I’m Fixing This One.

Because imagine

Imagine a world in which that was enough

Because I had enough

Elsewhere

And if that were enough

I wouldn’t need any more.

 

But there are as many worlds as mirrors.

 

Imagine a world —

a different glimmer of the disco-ball

a flicker of glass away from here, a crack

a hair’s breadth.

A moment.

Imagine a world —

Imagine a —

Lost.

The moment, lost.

Lost with its beauty, latent, potent, gone.

Laden, then lost

at sea.

As ships upon the sea.

 

As many words as ships upon the sea.

 

Sailor, spy.

A sailor’s spyglass at sea.

Fear.

I used to sing around the schoolyard, tunes from Fred Astaire movies.

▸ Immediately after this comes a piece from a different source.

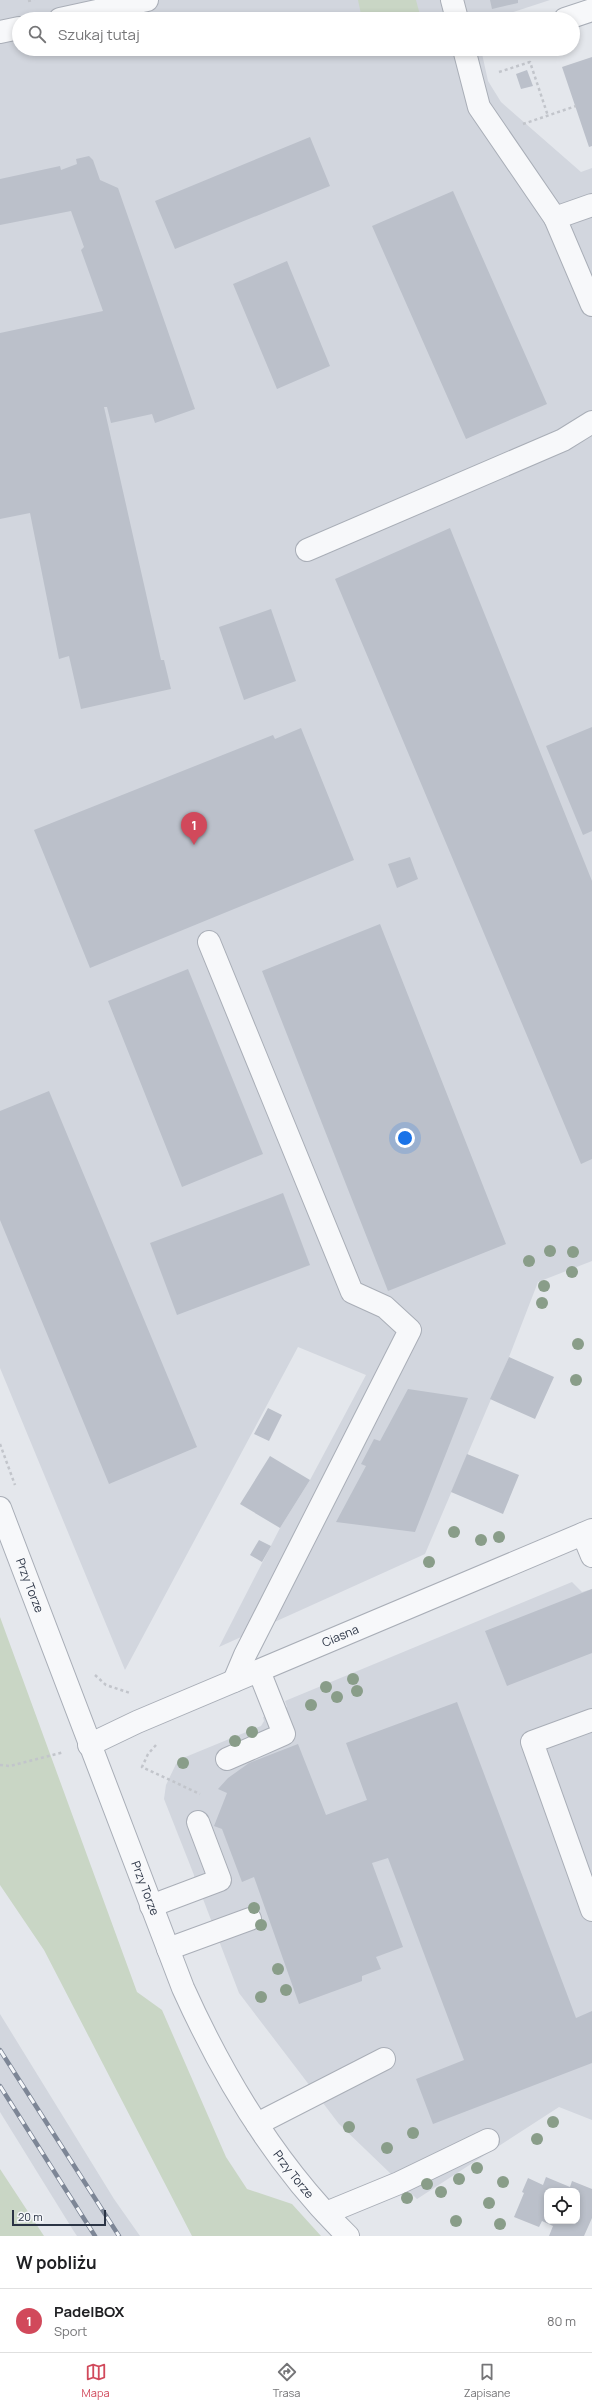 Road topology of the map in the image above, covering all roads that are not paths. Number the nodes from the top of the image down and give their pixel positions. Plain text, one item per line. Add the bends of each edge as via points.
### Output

Isn’t it a lovely day to be caught in the rain?

I’m stepping out, with mah honey; can’t be bad to feel so good.

Shall we dance? Or keep on moping? Shall we dance, and walk on air? Shall we give in to despair? Or shall we dance with never a care?

It was strange; before then I had never sung out loud, where anyone could hear me. I could sing with the choir, I could sing alone, but never to be heard. So frightened of the sound, my throat would catch up.

At some point later, I stopped singing again. I wonder now if I was happiest then than I have ever been. Why else could I sing?

Stereotypes.

Some time in 2011-12

(He was young and kind, and a little puzzled.)

You don’t look like the kind of person who usually sees me for social anxiety… if you don’t mind me saying so.

I wondered what a person with social anxiety was supposed to look like. An image rose up: a chubby boy, pale, pimpled, the archetypal damp hands.

Anxiety.

Bandra, Mumbai — February 2018.

I had been afraid — some element of superstition had mingled with the dread that unaccountably, always, clung to my chest. The great barrel of metal, furnished in grey plastic, shaking and rattling with the vibrations of the air pressed against it, had seemed flimsy. Its breaking-up slowly, piece by quiet piece, under the force of its unnatural journey alone, had not seemed far-fetched. The creations of humanity inviolate — I could not believe in that myth in this lonely expanse of dark empty sky. We might slip away — the great violence of our breaking muffled and rendered silent by the cloud. Though as a child the noise and energy of a plane’s take-off had worried me, never had I felt so deeply disquieted by flight — a distress without urgency or focus, a heightening of my new natural state.